# Thread: Proof using Strong Mathematical Induction

1. ## Proof using Strong Mathematical Induction

I would greatly appreciate some direction or hints to finish this problem.

Let n be a natural number such that n>5. Show that Fn=5Fn-4+3Fn-5. (Where all n, n-4, and n-5 are subscripts of F)

I know I need to proceed by way of strong mathematical induction.

Base Case: Suppose n=6. Then, F(6)=5F(6-4)+3F(6-5)= 5F(2)+3F(1).

Now I'm stuck. I'm not even sure how to establish the base case. I realize typically you just show that the statement is true for a variable. However, I don't know how to show the equivalency here. Should I set the Fn equal to a value?

I appreciate any help.!

2. Originally Posted by mathmajor2010
I would greatly appreciate some direction or hints to finish this problem.

Let n be a natural number such that n>5. Show that Fn=5Fn-4+3Fn-5. (Where all n, n-4, and n-5 are subscripts of F)

I know I need to proceed by way of strong mathematical induction.

Base Case: Suppose n=6. Then, F(6)=5F(6-4)+3F(6-5)= 5F(2)+3F(1).

Now I'm stuck. I'm not even sure how to establish the base case. I realize typically you just show that the statement is true for a variable. However, I don't know how to show the equivalency here. Should I set the Fn equal to a value?

I appreciate any help.!

It'd be a great idea if you didn't assume everybody understands your notation and define what os $\displaystyle F_n$...Fibonacci sequence or what!?

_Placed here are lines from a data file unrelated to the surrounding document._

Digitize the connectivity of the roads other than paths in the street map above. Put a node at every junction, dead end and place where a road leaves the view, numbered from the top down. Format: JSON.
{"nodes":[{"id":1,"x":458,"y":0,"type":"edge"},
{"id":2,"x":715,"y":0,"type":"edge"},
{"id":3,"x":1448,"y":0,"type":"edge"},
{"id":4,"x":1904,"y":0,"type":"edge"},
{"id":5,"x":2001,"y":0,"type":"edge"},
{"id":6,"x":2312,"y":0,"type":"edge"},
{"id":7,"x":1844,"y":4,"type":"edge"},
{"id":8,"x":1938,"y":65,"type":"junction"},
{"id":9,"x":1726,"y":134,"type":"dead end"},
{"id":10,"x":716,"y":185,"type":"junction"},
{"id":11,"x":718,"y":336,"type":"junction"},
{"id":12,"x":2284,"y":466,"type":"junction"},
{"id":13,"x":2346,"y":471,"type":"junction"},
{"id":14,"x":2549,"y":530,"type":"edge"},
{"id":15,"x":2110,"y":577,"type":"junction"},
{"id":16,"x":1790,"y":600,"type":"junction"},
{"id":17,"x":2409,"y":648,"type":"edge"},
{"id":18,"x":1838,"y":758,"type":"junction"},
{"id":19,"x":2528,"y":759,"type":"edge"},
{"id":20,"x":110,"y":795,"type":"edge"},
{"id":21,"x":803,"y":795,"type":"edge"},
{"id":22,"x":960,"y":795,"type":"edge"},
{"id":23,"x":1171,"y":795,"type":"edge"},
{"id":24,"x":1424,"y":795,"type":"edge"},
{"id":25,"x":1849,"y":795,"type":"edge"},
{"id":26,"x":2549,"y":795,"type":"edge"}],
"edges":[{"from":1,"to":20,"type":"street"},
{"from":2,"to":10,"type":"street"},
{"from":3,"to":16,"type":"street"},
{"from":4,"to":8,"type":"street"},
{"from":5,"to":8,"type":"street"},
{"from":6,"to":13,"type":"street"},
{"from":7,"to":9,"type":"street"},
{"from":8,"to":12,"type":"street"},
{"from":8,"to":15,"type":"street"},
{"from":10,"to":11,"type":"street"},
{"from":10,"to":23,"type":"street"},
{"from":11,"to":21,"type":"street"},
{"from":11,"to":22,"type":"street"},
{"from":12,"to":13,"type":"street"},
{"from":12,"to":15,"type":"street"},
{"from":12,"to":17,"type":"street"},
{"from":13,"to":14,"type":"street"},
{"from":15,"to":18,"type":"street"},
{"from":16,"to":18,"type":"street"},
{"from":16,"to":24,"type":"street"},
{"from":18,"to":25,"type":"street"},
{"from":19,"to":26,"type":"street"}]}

And use parentheses: you actually meant $\displaystyle F_n=5F_{n-4}+3F_{n-5}$ , so if your Fibonacci sequence is

$\displaystyle 1,1,2,3,5,8,13,21,34, 55,...$, then $\displaystyle F_6=8=5F_2+3F_1=5\cdot 1+3\cdot 1$ and you have the base case.

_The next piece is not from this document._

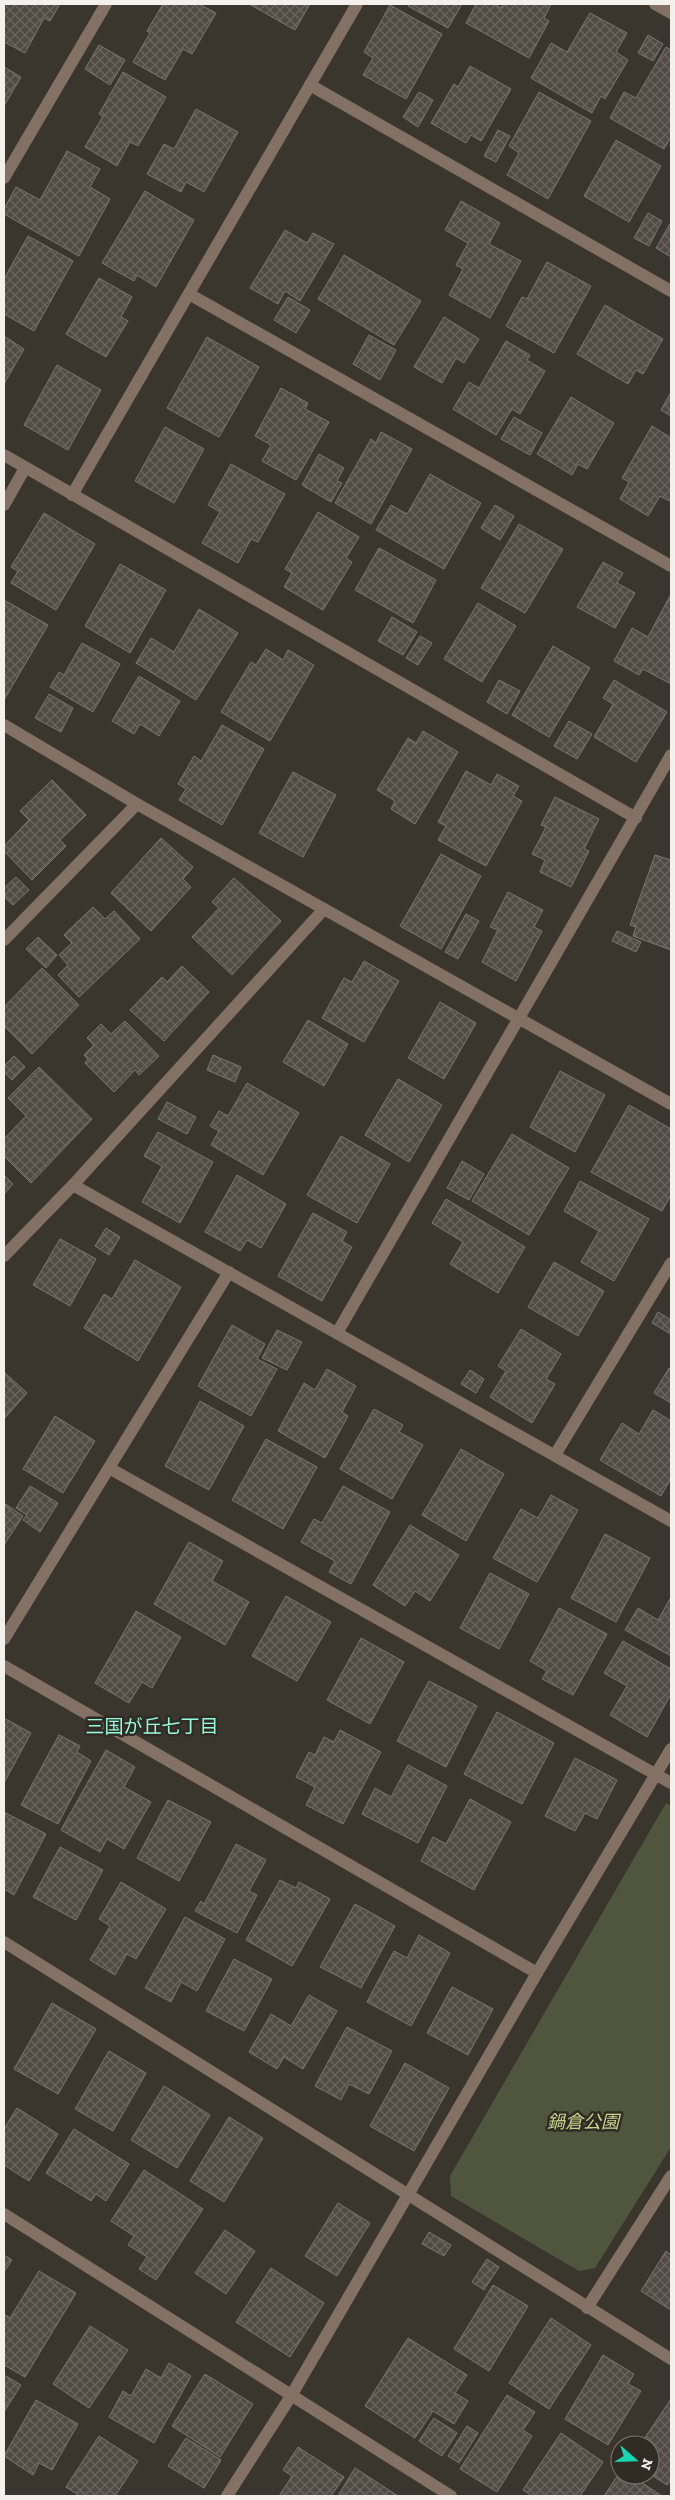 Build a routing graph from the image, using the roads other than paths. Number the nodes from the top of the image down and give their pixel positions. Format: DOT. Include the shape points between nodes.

Suppose truthness for $\displaystyle k<n$ , and take $\displaystyle F_{n+1}:=F_n+F_{n-1}$ . The inductive hypotheses tells us that both terms in the RHS fulfill the equality, so:

$\displaystyle F_{n+1}=F_n+F_{n-1}=5F_{n-4}+3F_{n-5}+5F_{n-5}+3F_{n-6}$ ...and now just rearrange these terms and use the definition of Fibonacci sequence...

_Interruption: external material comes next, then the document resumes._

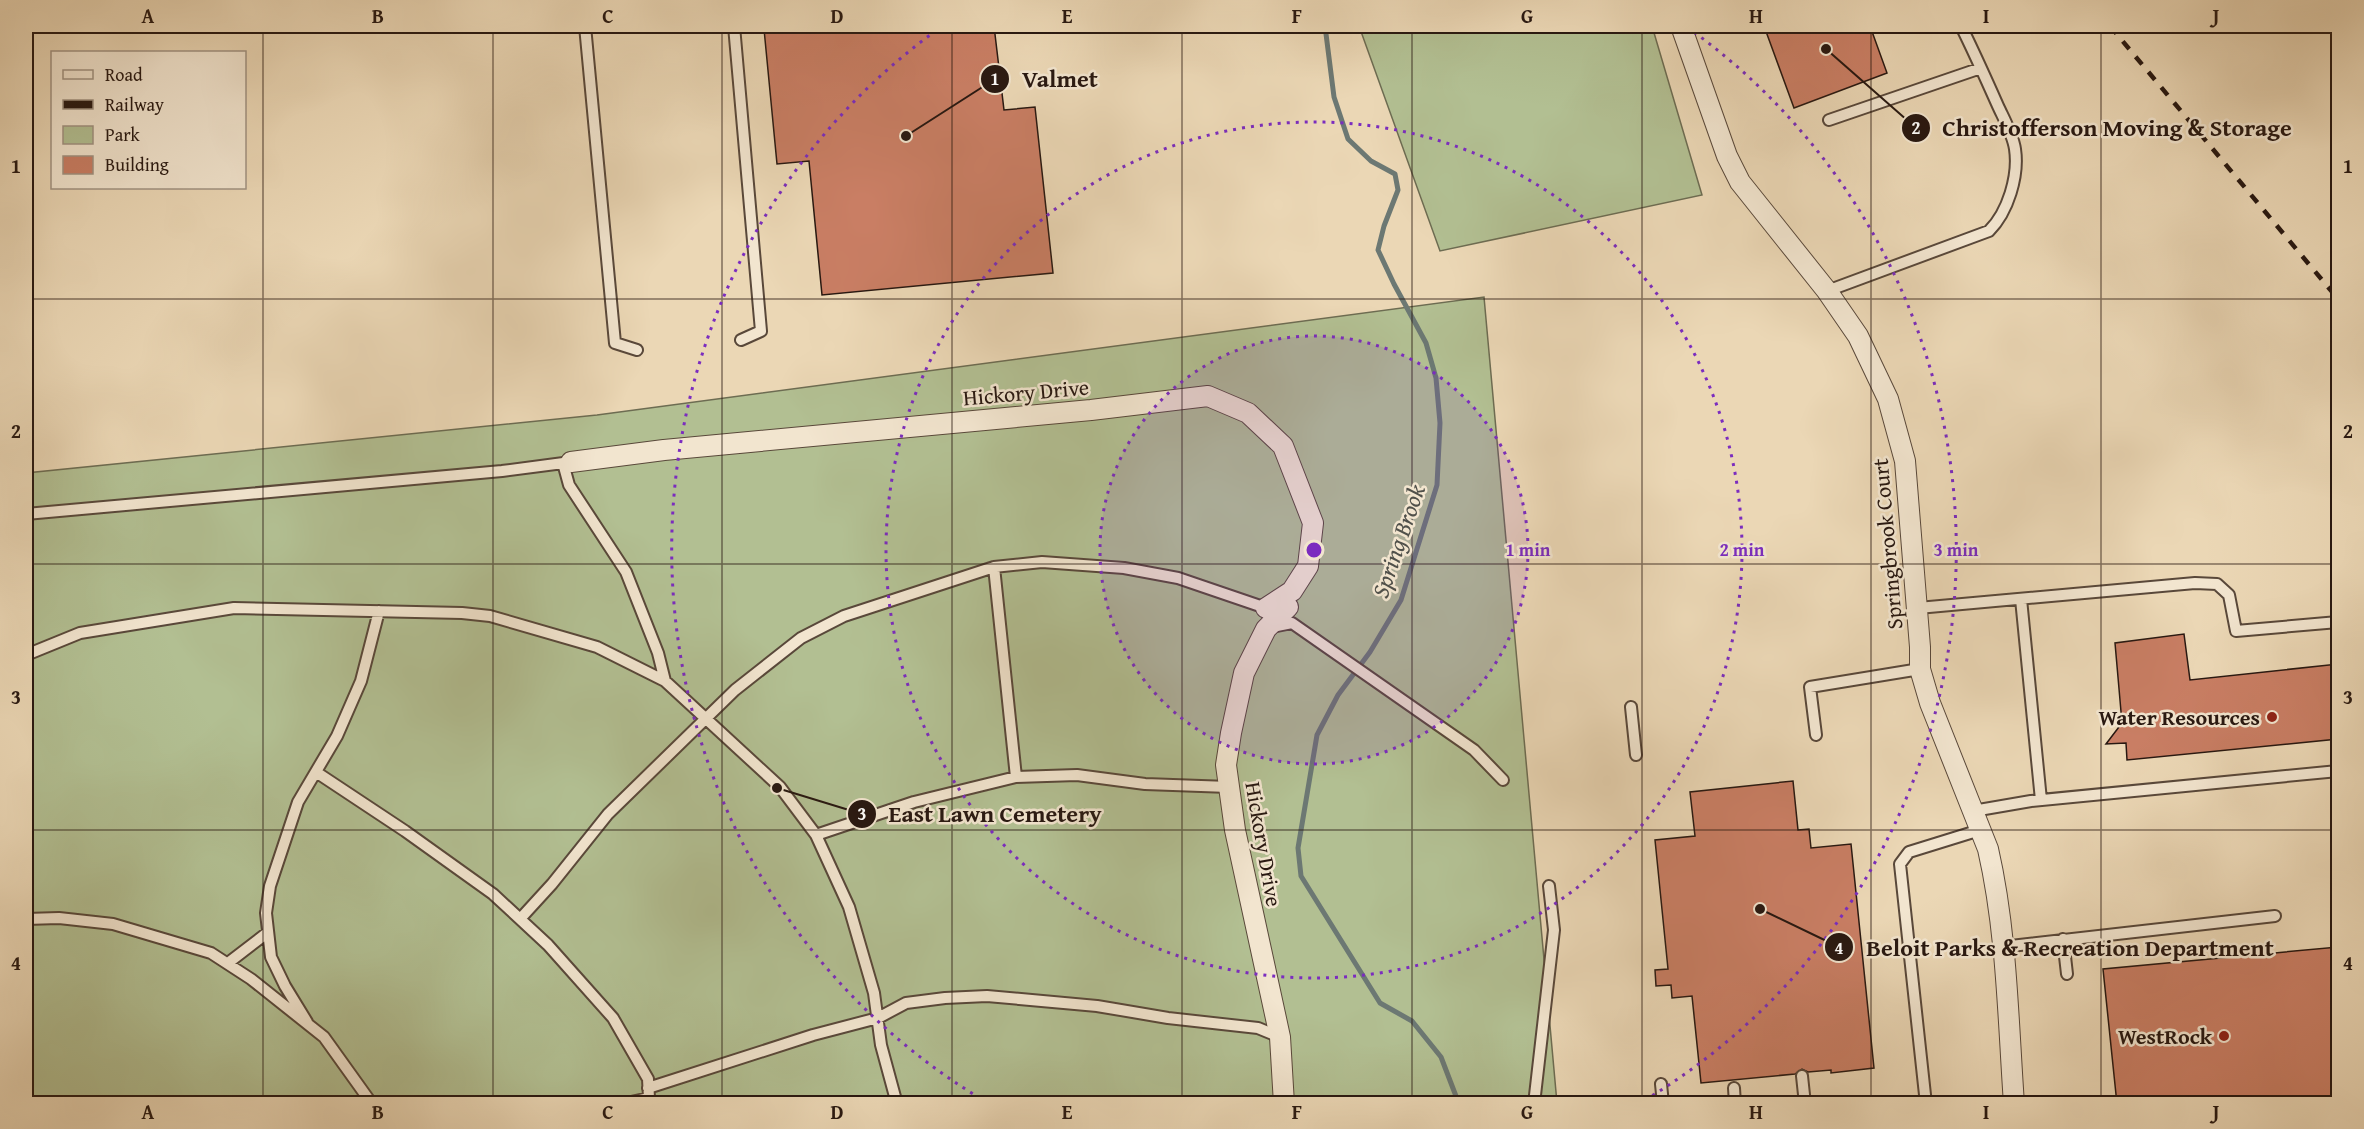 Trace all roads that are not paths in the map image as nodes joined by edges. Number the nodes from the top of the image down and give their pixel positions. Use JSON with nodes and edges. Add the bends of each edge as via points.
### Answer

3. Originally Posted by tonio
It'd be a great idea if you didn't assume everybody understands your notation and define what os $\displaystyle F_n$...Fibonacci sequence or what!?

And use parentheses: you actually meant $\displaystyle F_n=5F_{n-4}+3F_{n-5}$ , so if your Fibonacci sequence is

$\displaystyle 1,1,2,3,5,8,13,21,34, 55,...$, then $\displaystyle F_6=8=5F_2+3F_1=5\cdot 1+3\cdot 1$ and you have the base case.

Suppose truthness for $\displaystyle k<n$ , and take $\displaystyle F_{n+1}:=F_n+F_{n-1}$ . The inductive hypotheses tells us that both terms in the RHS fulfill the equality, so:

$\displaystyle F_{n+1}=F_n+F_{n-1}=5F_{n-4}+3F_{n-5}+5F_{n-5}+3F_{n-6}$ ...and now just rearrange these terms and use the definition of Fibonacci sequence...
I'm very sorry for the misunderstanding. Hopefully this will be better.

How did you get the addition $\displaystyle 5F_{n-5}+3F_{n-6}$? would it not be $\displaystyle F5_{n-3}+3F_{n-4}$?

4. Originally Posted by mathmajor2010
I'm very sorry for the misunderstanding. Hopefully this will be better.

How did you get the addition $\displaystyle 5F_{n-5}+3F_{n-6}$? would it not be $\displaystyle F5_{n-3}+3F_{n-4}$?

Just input n-1 instead n in the formula...and be very careful with minus signs!

Tonio

5. In fact, the proof can be derived without using induction at all. Just sum up two consecutive Fibonacci numbers whenever they occur.